We tried our best to learn English. It was the language of opportunity. It was the language of survival.
The process was one of assimilation. Our language was made to look inferior. We lost our identity. We were left with shame, guilt, and disconnection from our people. I felt afloat, like a ship without a sailor. I came to believe the lies of the colonizer. I internalized the idea that everything about my people was bad. I felt ashamed of my language and looked down on those who were unable to express themselves in English.
Language oppression was a strategy for destroying not only the first targeted generation but also the generations that followed. The English language came as a package that included British culture, lifestyle, food, and history and the looking down on everything we were.
African children who went to British schools in the 1960s became unable, without an interpreter, to communicate with their families in the villages and rural areas. The children were considered superior, and they looked down upon their families.
At the workshop I was able to discharge on all that I had lost.
The colonizers knew that the infrastructure they’d established would go on, even if they were no longer present. Our leaders have continued the colonizers’ “divide and rule” strategy, using our separation from each other to pave, often with blood, their way to top political positions.
At the workshop I and others translated what the speakers were saying into our own languages. I learned that when I am using my own language I think more clearly; I am more confident; I do not have to think about grammatical errors; my speech flows.
I realized that no language is bad or difficult.

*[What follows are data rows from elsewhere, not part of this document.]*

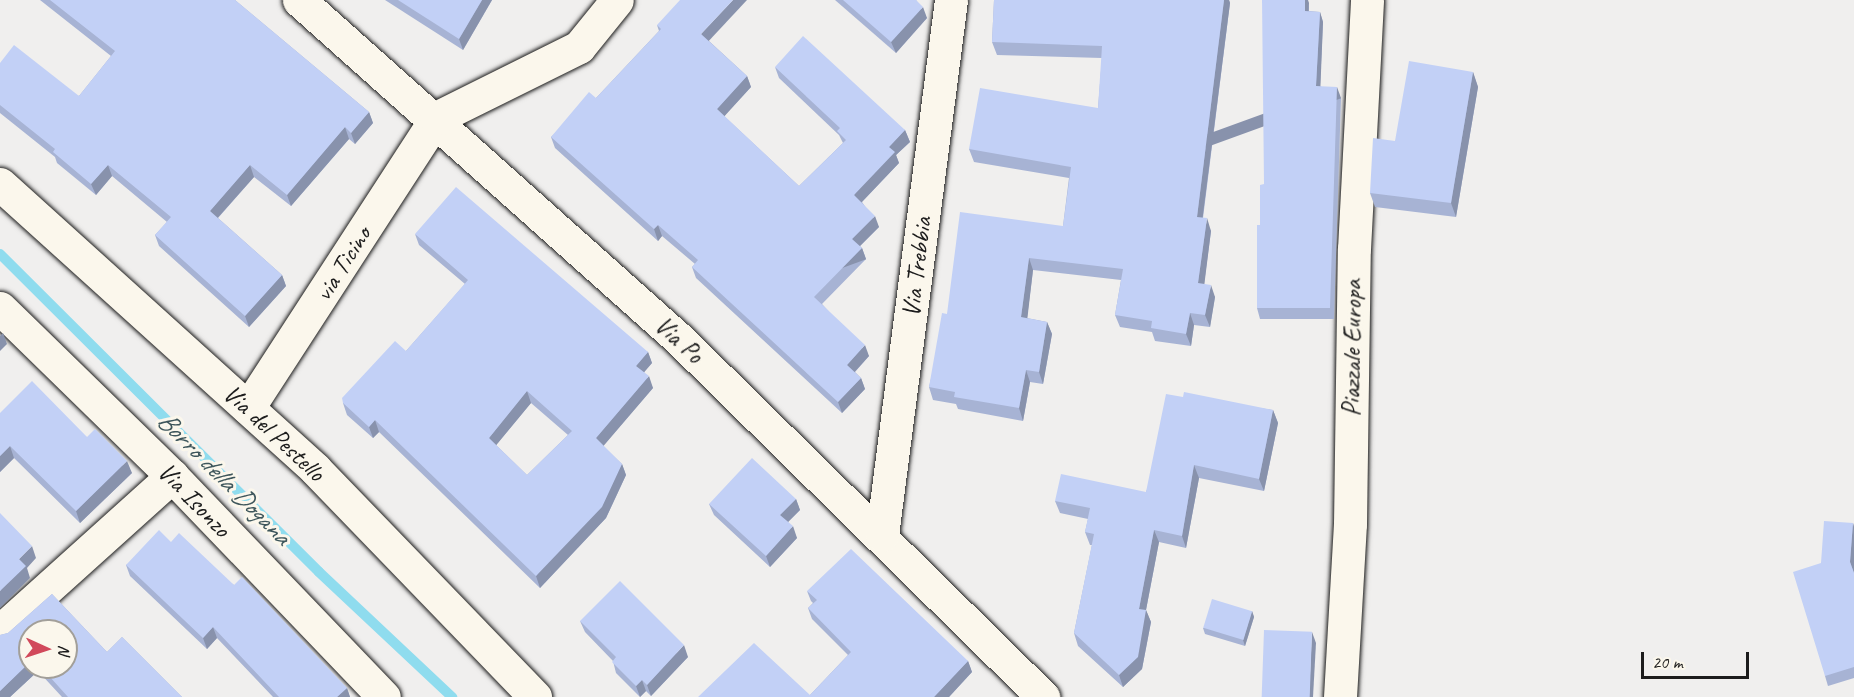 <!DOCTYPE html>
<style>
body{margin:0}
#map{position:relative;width:1854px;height:697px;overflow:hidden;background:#f0efee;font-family:Caveat,sans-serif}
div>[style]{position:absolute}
.stream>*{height:10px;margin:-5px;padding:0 5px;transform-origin:5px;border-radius:5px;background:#8fdcee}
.roads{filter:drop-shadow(0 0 2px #1c1c1c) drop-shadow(0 0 2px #1c1c1c)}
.minor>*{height:33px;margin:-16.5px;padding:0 16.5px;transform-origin:16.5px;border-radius:16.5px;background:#fbf7ec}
.wall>*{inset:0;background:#a7b3d4}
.shaded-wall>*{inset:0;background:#8892ac;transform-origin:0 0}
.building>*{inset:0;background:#c2d0f6;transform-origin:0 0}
span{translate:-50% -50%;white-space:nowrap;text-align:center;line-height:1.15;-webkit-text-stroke:6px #fbf7ec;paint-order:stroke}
.street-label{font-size:26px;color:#1c1c1c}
.water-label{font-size:27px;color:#3e565b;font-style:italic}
.north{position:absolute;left:18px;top:619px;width:60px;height:60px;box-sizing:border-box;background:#fbf7ec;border:2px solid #a29f99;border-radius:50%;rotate:93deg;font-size:16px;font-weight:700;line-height:24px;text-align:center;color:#1c1c1c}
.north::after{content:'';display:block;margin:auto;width:21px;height:27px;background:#d1495b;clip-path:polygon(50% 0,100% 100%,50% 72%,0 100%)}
.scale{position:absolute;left:1641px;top:652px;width:108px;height:27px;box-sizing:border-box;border:3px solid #1c1c1c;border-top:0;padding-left:8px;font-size:18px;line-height:21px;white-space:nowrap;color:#1c1c1c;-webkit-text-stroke:4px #fbf7ec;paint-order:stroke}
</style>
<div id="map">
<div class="stream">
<i style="left:0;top:254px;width:450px;rotate:44.9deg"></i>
<i style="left:319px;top:572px;width:183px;rotate:43.2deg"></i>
</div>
<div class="roads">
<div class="minor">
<i style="left:299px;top:0;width:509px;rotate:41.74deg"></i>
<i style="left:679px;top:339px;width:511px;rotate:44.52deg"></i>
<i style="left:0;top:184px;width:425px;rotate:42.1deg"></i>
<i style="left:315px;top:469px;width:317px;rotate:46deg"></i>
<i style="left:0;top:308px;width:240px;rotate:44.3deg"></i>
<i style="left:172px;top:476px;width:306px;rotate:46.2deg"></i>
<i style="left:248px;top:408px;width:346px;rotate:-57deg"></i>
<i style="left:436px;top:118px;width:160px;rotate:-26.4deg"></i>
<i style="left:579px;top:47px;width:60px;rotate:-51deg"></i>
<i style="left:882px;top:535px;width:539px;rotate:-82.65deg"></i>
<i style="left:0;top:631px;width:232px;rotate:-42deg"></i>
<i style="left:1340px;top:697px;width:173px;rotate:-86.7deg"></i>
<i style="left:1350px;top:524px;width:275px;rotate:-89.2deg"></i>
<i style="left:1354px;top:249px;width:249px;rotate:-87deg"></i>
</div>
</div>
<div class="wall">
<i style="clip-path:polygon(40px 0,235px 0,369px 112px,373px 123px,355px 144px,349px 139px,291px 206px,254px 177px,218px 218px,282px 275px,286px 286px,249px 327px,159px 246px,155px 235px,167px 222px,112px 176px,96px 195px,57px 163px,55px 157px,0 113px,0 63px,79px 96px,111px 56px)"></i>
<i style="clip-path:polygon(385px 0,492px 0,463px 50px)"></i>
<i style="clip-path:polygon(835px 0,916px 0,927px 18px,896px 53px)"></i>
<i style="clip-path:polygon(994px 0,1229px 0,1230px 3px,1203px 218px,1211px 231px,1204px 284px,1215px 297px,1210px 327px,1194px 325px,1191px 346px,1155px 341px,1152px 332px,1120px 327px,1115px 315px,1121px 280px,1033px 270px,1027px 318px,1047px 322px,1052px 334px,1043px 384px,1030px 382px,1023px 421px,958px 409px,956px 404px,933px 400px,929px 387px,947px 314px,1063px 226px,1069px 178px,974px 162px,969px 149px,1098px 108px,1102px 58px,997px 55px,992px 42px)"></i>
<i style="clip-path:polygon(1309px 3px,1309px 11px,1320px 12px,1323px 22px,1320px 86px,1341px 98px,1334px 319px,1260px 319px,1257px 308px,1260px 225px,1264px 184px)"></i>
<i style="clip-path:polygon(657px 25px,709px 41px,747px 76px,751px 87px,724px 116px,799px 186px,843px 143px,839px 135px,779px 78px,775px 67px,905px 130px,910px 142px,896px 155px,899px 163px,862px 202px,879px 227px,860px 246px,862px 248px,866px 259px,822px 304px,869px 356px,855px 372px,861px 378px,865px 389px,842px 413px,696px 278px,692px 267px,695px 264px,662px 236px,658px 241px,555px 148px,551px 137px,596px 98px,659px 31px)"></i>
<i style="clip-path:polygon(1473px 72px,1478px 87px,1456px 217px,1375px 207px,1370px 193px,1395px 141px)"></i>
<i style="clip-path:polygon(evenodd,415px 234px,648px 352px,652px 363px,644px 372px,653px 388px,603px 446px,622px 464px,626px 475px,606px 518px,540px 588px,379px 432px,373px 438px,347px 415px,343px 403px,406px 351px,465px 284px,419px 245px,415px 234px,531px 403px,568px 435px,527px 475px,496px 445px,531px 403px)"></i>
<i style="clip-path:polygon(1183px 397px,1273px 410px,1278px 423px,1264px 491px,1199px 478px,1186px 548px,1159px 542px,1146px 610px,1151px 622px,1142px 669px,1123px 687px,1078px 646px,1074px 633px,1092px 545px,1090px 545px,1085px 532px,1088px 519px,1060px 513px,1055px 501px,1146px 492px)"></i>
<i style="clip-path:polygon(0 413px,87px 437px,132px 473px,80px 523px,14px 458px,0 472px)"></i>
<i style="clip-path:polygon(796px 499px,800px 510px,788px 522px,797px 538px,770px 567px,714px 515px,709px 504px)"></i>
<i style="clip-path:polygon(1853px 523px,1854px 527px,1854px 678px,1828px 686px,1825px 676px,1821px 563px)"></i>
<i style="clip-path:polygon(171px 542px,234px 585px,347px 688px,350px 697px,273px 697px,217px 638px,207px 649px,130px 576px,126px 565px)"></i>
<i style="clip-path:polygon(807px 591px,968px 661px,972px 672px,949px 697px,698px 697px,810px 695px,848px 655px,812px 619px,808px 608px,813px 603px,811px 601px)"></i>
<i style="clip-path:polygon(evenodd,52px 594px,107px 652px,122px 637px,182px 697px,62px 697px,38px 671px,10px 697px,0 697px,0 635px,8px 633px,52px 594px,30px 631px,66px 631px,66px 667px,30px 667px,30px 631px)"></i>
<i style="clip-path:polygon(1252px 611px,1254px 617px,1245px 646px,1205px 634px,1203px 628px)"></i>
<i style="clip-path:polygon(580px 621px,688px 657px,651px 696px,646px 691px,640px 697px,616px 673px,613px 661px,585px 632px)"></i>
</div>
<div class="shaded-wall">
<i style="clip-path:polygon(482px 0,492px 0,463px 50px,459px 39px)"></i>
<i style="clip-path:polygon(733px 0,747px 0,705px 45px,701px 34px)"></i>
<i style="clip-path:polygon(1224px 0,1229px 0,1230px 3px,1201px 230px,1197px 217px)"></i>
<i style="clip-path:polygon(1305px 0,1308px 0,1309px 3px,1308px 21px,1305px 11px)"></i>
<i style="clip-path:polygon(923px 7px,927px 18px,896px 53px,891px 42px)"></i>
<i style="clip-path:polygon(1320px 12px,1323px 22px,1320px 97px,1316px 86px)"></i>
<i style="clip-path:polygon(1473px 72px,1478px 87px,1456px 217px,1451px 203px)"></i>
<i style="clip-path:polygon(747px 76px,751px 87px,721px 120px,717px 109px)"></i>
<i style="left:1337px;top:87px;width:12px;height:221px;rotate:70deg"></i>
<i style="clip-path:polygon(369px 112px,373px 123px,355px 144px,351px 133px)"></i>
<i style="clip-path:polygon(345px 127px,349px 139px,291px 206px,287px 195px)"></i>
<i style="clip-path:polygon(905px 130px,910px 142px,896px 155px,899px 163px,858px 206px,854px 195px,889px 147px)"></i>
<i style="clip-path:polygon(108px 165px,112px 176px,96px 195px,91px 184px)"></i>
<i style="clip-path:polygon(250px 165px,254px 177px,214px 222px,210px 211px)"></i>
<i style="clip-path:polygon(875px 216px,879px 227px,856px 250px,852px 239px)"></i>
<i style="clip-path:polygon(1207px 218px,1211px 231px,1203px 295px,1198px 283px)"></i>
<i style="clip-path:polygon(658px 225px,662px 236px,658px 241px,654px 229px)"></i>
<i style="left:862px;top:248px;width:12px;height:69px;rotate:70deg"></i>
<i style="clip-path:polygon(1029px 258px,1033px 270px,1026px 330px,1021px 317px)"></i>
<i style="clip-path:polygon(282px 275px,286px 286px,249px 327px,245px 316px)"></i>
<i style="clip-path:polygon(1211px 285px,1215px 297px,1210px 327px,1205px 315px)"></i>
<i style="clip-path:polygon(1190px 313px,1194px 325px,1191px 346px,1186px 334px)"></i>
<i style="clip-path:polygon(1047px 322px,1052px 334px,1043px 384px,1039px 372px)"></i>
<i style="clip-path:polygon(3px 333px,7px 344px,0 351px,0 336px)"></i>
<i style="clip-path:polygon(865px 345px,869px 356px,851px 376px,847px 365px)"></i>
<i style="clip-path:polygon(648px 352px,652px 363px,640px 377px,636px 366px)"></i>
<i style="clip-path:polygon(1026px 370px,1030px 382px,1023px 421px,1019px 408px)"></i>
<i style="clip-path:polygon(649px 376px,653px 388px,600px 450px,596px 438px)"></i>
<i style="clip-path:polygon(861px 378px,865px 389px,842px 413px,838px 402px)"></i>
<i style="clip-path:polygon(527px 391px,531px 403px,493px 449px,489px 438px)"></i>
<i style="clip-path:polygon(1273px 410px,1278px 423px,1264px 491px,1259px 479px)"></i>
<i style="clip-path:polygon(375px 420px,379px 432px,373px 438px,369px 427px)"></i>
<i style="clip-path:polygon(10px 446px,14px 458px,0 472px,0 456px)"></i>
<i style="clip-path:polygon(127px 461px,132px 473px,80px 523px,76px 511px)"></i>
<i style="clip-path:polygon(622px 464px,626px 475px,606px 518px,540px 588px,536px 576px)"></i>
<i style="clip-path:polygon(1194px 465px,1199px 478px,1186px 548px,1182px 536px)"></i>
<i style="clip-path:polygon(796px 499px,800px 510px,784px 526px,780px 515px)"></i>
<i style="clip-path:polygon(1853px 523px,1854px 527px,1854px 573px,1850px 562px)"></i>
<i style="clip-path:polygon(793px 526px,797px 538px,770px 567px,766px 556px)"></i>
<i style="clip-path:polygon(1154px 530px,1159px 542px,1146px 610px,1151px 622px,1142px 669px,1123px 687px,1119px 675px,1139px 609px)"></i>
<i style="clip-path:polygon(32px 546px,36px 558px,27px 568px,30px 578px,0 608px,0 591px,19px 559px)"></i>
<i style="clip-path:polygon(1252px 611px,1254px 617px,1245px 646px,1243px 640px)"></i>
<i style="clip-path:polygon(213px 627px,217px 638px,207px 649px,203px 638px)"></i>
<i style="clip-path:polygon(1312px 632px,1316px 643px,1313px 697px,1309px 697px)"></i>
<i style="clip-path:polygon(684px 645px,688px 657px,651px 696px,647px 685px)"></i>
<i style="clip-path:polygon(968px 661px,972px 672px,949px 697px,934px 697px)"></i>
<i style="clip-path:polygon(30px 662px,30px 667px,36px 667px,38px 671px,10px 697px,0 697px,0 691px)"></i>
<i style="clip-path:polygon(642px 680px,646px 691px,640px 697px,636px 686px)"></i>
<i style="clip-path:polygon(347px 688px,350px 697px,337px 697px)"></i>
</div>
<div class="building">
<i style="clip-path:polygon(50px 0,235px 0,369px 112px,351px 133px,345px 127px,287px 195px,250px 165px,210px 211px,282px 275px,245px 316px,155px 235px,171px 217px,108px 165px,91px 184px,53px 152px,55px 149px,0 105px,0 63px,14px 45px,79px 96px,115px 51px)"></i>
<i style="clip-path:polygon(398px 0,482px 0,459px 39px)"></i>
<i style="clip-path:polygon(680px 0,733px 0,701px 34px,747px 76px,717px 109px,799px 186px,846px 140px,837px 131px,840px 128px,775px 67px,803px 36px,905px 130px,889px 147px,895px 152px,854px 195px,875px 216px,852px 239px,862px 248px,814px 297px,865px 345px,847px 365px,861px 378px,838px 402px,692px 267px,698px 260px,658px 225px,654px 229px,551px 137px,589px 92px,596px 98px,661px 29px,657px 25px)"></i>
<i style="clip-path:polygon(843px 0,916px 0,923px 7px,891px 42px)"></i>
<i style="clip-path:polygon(994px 0,1224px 0,1197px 217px,1207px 218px,1198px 283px,1211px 285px,1205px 315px,1190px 313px,1186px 334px,1151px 328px,1152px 321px,1115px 315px,1123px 269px,1029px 258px,1021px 317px,1047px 322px,1039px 372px,1026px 370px,1019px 408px,954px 397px,955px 392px,929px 387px,942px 313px,947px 314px,960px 212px,1063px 226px,1071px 167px,969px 149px,980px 88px,1098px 108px,1102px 46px,992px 42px)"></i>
<i style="clip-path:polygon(1262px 0,1305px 0,1305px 11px,1320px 12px,1316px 86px,1337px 87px,1330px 308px,1257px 308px,1257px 225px,1260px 225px,1260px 185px,1264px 184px)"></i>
<i style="clip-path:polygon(1409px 61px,1473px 72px,1451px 203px,1370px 193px,1373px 138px,1395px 141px)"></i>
<i style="clip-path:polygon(evenodd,456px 187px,648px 352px,636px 366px,649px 376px,596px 438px,622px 464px,602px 507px,536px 576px,375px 420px,369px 427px,343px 403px,342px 398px,395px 341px,406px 351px,468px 280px,415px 234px,456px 187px,527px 391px,572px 431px,527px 475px,489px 438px,527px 391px)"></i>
<i style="clip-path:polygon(32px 381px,87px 437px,95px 429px,127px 461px,76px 511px,10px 446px,0 456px,0 413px)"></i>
<i style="clip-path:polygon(1184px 392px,1273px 410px,1259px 479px,1194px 465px,1182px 536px,1154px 530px,1139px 609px,1146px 610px,1138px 657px,1119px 675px,1074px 633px,1094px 534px,1085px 532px,1090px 508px,1055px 501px,1061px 474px,1146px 492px,1166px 394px,1183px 397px)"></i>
<i style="clip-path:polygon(752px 458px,796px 499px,780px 515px,793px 526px,766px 556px,709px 504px)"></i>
<i style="clip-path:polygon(0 513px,32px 546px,19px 559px,26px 566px,0 591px)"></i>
<i style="clip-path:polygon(1824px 521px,1853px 523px,1850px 562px,1854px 573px,1854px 667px,1825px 676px,1793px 572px,1821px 563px)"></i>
<i style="clip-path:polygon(159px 530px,171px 542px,179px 533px,234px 585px,242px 577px,347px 688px,337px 697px,279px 697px,213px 627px,203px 638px,126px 565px)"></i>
<i style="clip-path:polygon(851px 549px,968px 661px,934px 697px,698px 697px,754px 643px,810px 695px,851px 652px,808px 608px,817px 600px,807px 591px)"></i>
<i style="clip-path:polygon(620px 581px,684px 645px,647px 685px,642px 680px,636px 686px,612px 662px,616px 657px,580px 621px)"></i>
<i style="clip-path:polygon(52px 594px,107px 652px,122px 637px,182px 697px,68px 697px,41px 667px,66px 667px,66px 631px,30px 631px,30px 662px,0 691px,0 635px,8px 633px)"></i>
<i style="left:1212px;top:599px;width:42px;height:30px;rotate:17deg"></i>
<i style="left:1264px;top:630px;width:48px;height:67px;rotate:2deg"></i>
</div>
<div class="street-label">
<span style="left:343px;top:264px;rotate:-58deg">via Ticino</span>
<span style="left:917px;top:267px;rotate:-83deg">Via Trebbia</span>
<span style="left:679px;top:340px;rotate:43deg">Via Po</span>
<span style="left:1352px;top:348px;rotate:-89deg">Piazzale Europa</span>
<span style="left:274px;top:433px;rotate:43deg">Via del Pestello</span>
<span style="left:194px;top:500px;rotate:46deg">Via Isonzo</span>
</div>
<div class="water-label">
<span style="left:224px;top:478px;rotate:45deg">Borro della Dogana</span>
</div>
<div class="north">N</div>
<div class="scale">20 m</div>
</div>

I also realized that language is everything that a person is. I have decided that language liberation will be one of my liberation projects.
From the participants’ feedback I learned that the workshop was a major turning point. Everybody went home fully charged, with sleeves rolled up, ready to get started on this additional project.
I want to thank Xabi for his good work and encourage him to do more of it on this continent. Colonialism has had long-lasting effects here.